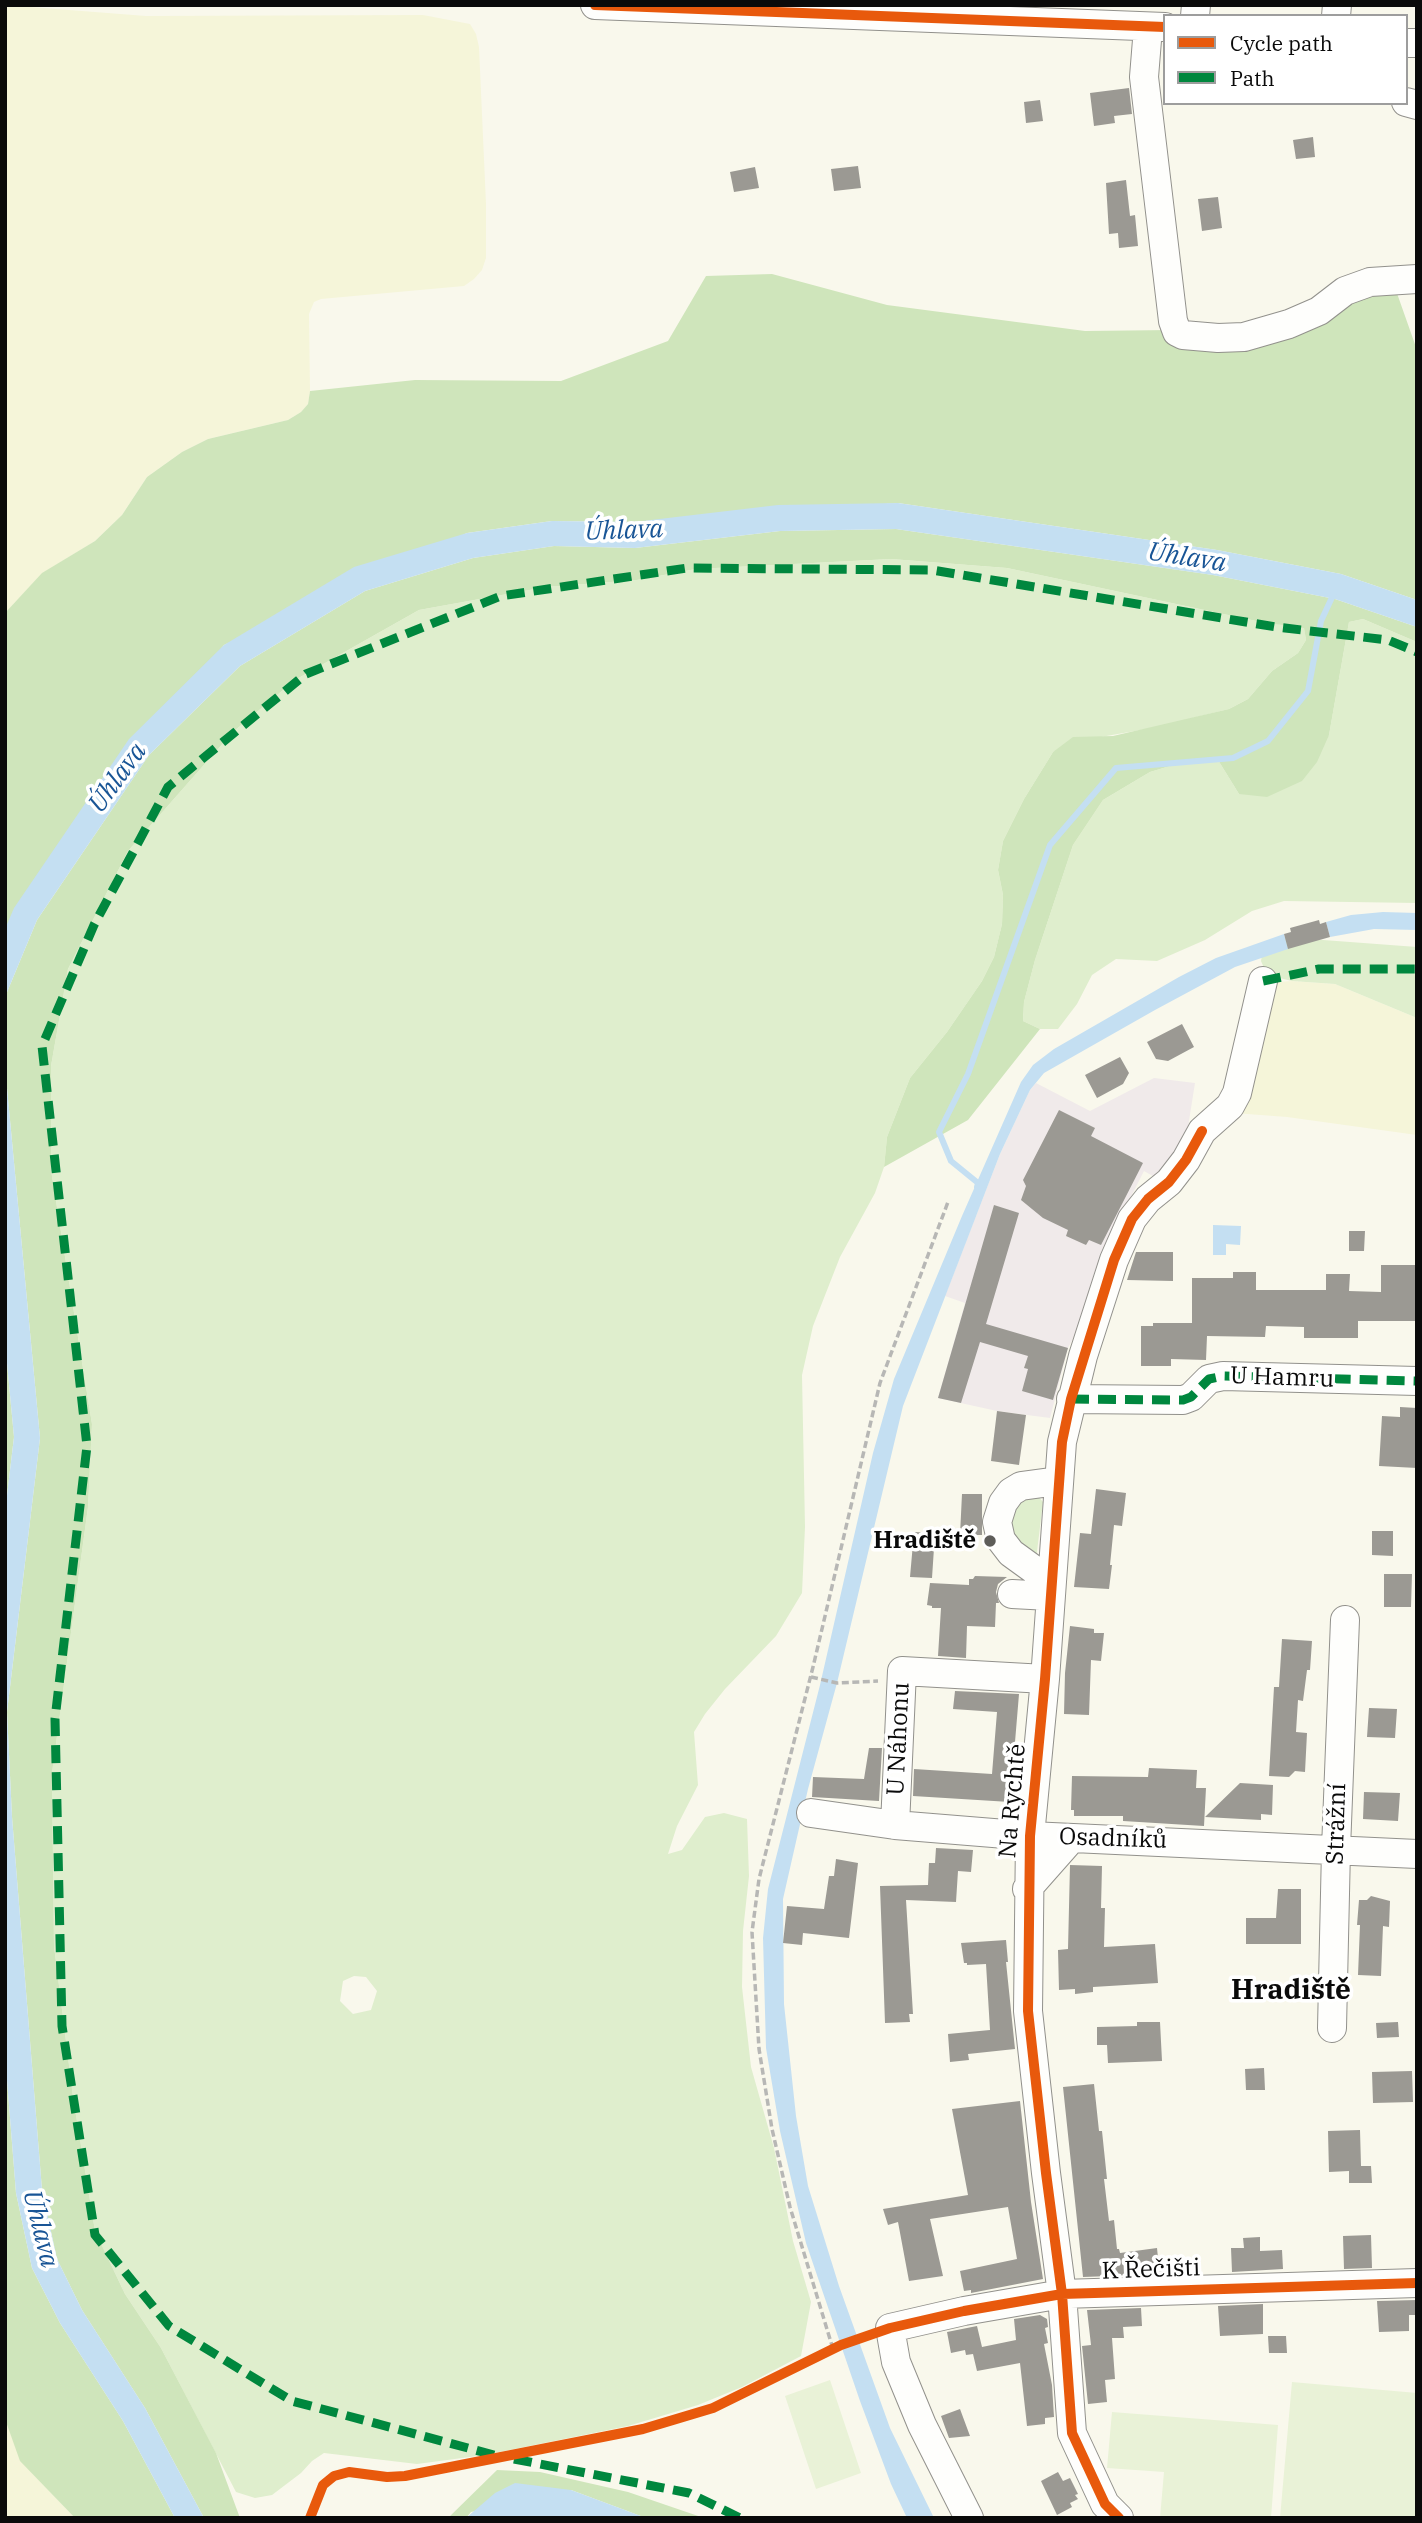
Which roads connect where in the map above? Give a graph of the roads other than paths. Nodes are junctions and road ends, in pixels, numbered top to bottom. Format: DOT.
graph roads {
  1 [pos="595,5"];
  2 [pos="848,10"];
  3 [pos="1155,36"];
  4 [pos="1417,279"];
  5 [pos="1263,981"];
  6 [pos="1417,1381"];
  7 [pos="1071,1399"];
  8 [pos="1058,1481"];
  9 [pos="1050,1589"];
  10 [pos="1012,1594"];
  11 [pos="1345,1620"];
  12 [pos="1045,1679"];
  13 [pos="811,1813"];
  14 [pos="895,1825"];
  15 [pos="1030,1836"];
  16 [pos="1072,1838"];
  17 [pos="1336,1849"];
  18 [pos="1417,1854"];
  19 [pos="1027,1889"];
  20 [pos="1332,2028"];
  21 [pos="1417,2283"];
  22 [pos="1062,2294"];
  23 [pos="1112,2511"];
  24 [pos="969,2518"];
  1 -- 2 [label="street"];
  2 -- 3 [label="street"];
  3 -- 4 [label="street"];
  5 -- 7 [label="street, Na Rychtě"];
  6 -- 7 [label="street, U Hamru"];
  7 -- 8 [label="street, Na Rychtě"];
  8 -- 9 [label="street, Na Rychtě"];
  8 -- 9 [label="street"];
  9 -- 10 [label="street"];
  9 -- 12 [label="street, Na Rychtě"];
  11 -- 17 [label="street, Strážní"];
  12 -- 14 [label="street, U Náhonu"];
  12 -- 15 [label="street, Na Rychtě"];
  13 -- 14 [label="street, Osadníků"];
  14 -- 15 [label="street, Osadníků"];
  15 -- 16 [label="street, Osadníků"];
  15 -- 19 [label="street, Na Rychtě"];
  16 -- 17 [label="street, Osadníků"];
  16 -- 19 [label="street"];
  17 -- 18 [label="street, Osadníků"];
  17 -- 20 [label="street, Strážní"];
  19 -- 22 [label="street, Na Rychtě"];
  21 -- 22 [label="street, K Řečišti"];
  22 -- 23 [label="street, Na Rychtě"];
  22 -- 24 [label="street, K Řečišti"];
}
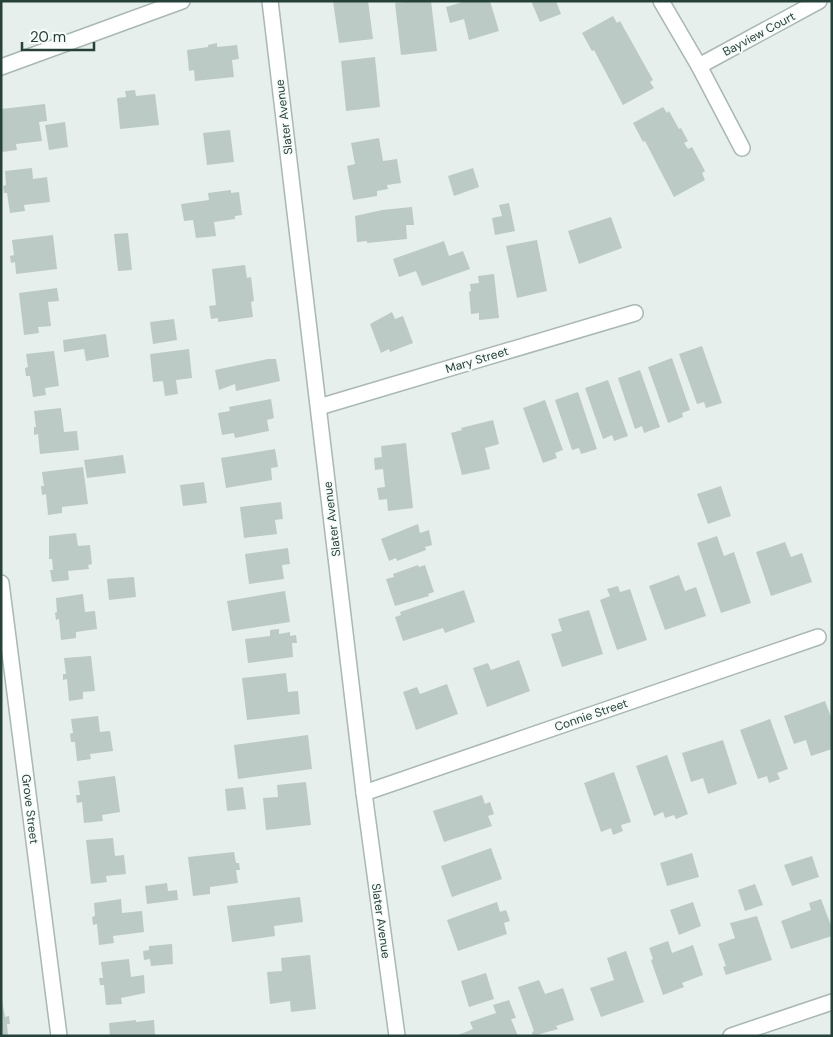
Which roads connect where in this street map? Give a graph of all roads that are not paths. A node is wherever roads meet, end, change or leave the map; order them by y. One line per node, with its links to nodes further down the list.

→ **ABOUT THIS EXERCISE**:
Nothing but an exact copy of the data, without pictures, should be returned.

→ **EXPECTED ANSWER**:
Which roads connect where in the map above? Give a graph of the roads other than paths. Nodes are junctions and road ends, in pixels, numbered top to bottom. Format: DOT.
graph roads {
  1 [pos="595,5"];
  2 [pos="848,10"];
  3 [pos="1155,36"];
  4 [pos="1417,279"];
  5 [pos="1263,981"];
  6 [pos="1417,1381"];
  7 [pos="1071,1399"];
  8 [pos="1058,1481"];
  9 [pos="1050,1589"];
  10 [pos="1012,1594"];
  11 [pos="1345,1620"];
  12 [pos="1045,1679"];
  13 [pos="811,1813"];
  14 [pos="895,1825"];
  15 [pos="1030,1836"];
  16 [pos="1072,1838"];
  17 [pos="1336,1849"];
  18 [pos="1417,1854"];
  19 [pos="1027,1889"];
  20 [pos="1332,2028"];
  21 [pos="1417,2283"];
  22 [pos="1062,2294"];
  23 [pos="1112,2511"];
  24 [pos="969,2518"];
  1 -- 2 [label="street"];
  2 -- 3 [label="street"];
  3 -- 4 [label="street"];
  5 -- 7 [label="street, Na Rychtě"];
  6 -- 7 [label="street, U Hamru"];
  7 -- 8 [label="street, Na Rychtě"];
  8 -- 9 [label="street, Na Rychtě"];
  8 -- 9 [label="street"];
  9 -- 10 [label="street"];
  9 -- 12 [label="street, Na Rychtě"];
  11 -- 17 [label="street, Strážní"];
  12 -- 14 [label="street, U Náhonu"];
  12 -- 15 [label="street, Na Rychtě"];
  13 -- 14 [label="street, Osadníků"];
  14 -- 15 [label="street, Osadníků"];
  15 -- 16 [label="street, Osadníků"];
  15 -- 19 [label="street, Na Rychtě"];
  16 -- 17 [label="street, Osadníků"];
  16 -- 19 [label="street"];
  17 -- 18 [label="street, Osadníků"];
  17 -- 20 [label="street, Strážní"];
  19 -- 22 [label="street, Na Rychtě"];
  21 -- 22 [label="street, K Řečišti"];
  22 -- 23 [label="street, Na Rychtě"];
  22 -- 24 [label="street, K Řečišti"];
}
Which roads connect where in this street map? Give a graph of all roads that are not paths. A node is wherever roads meet, end, change or leave the map; order them by y. One line per node, with its links to nodes further down the list.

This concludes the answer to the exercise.